[Work instruction]
The records below need to be repeated exactly, with every picture left out.

[[ Records to process, beginning ]]

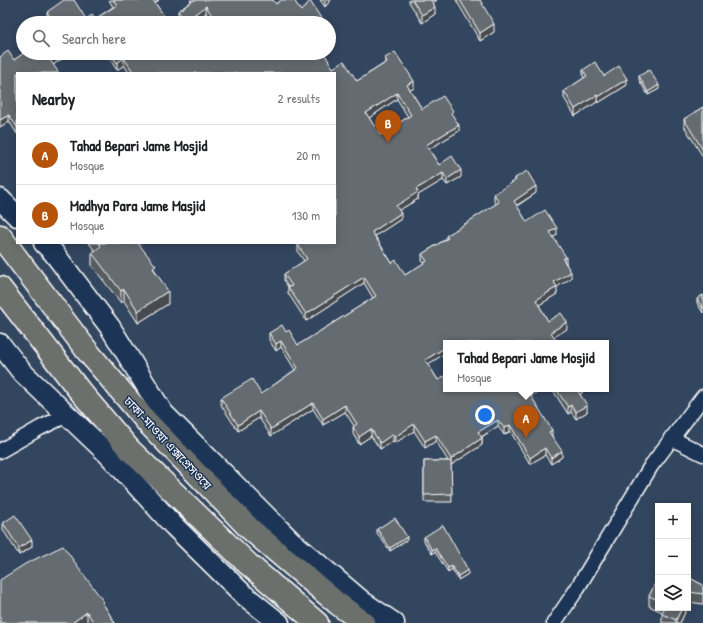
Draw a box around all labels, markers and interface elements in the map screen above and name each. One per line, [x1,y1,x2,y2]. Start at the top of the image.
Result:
search box [16,16,336,60]
icon: search [30,27,52,49]
text: Search here [62,28,126,49]
text: Nearby [32,87,75,110]
text: 2 results [278,89,320,107]
pin: B [375,110,401,143]
text: Tahad Bepari Jame Mosjid [70,135,207,156]
text: A [42,146,48,164]
text: 20 m [296,146,320,164]
text: Mosque [70,156,104,174]
text: Madhya Para Jame Masjid [70,195,205,216]
text: B [42,206,48,224]
text: 130 m [292,206,320,224]
text: Mosque [70,216,104,234]
popup [443,340,609,392]
text: Tahad Bepari Jame Mosjid [457,347,595,368]
text: Mosque [457,368,492,386]
street label: ঢাকা-মাওয়া এক্সপ্রেসওয়ে [120,392,216,494]
your location [475,405,495,425]
pin: A [513,405,539,438]
map controls [655,503,691,611]
button: + [655,503,691,539]
button: − [655,539,691,575]
button: layers [655,575,691,611]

[[ Records to process, end ]]

[Your response]
Draw a box around all labels, markers and interface elements in the map screen above and name each. One per line, [x1,y1,x2,y2]. Start at the top of the image.
Result:
search box [16,16,336,60]
icon: search [30,27,52,49]
text: Search here [62,28,126,49]
text: Nearby [32,87,75,110]
text: 2 results [278,89,320,107]
pin: B [375,110,401,143]
text: Tahad Bepari Jame Mosjid [70,135,207,156]
text: A [42,146,48,164]
text: 20 m [296,146,320,164]
text: Mosque [70,156,104,174]
text: Madhya Para Jame Masjid [70,195,205,216]
text: B [42,206,48,224]
text: 130 m [292,206,320,224]
text: Mosque [70,216,104,234]
popup [443,340,609,392]
text: Tahad Bepari Jame Mosjid [457,347,595,368]
text: Mosque [457,368,492,386]
street label: ঢাকা-মাওয়া এক্সপ্রেসওয়ে [120,392,216,494]
your location [475,405,495,425]
pin: A [513,405,539,438]
map controls [655,503,691,611]
button: + [655,503,691,539]
button: − [655,539,691,575]
button: layers [655,575,691,611]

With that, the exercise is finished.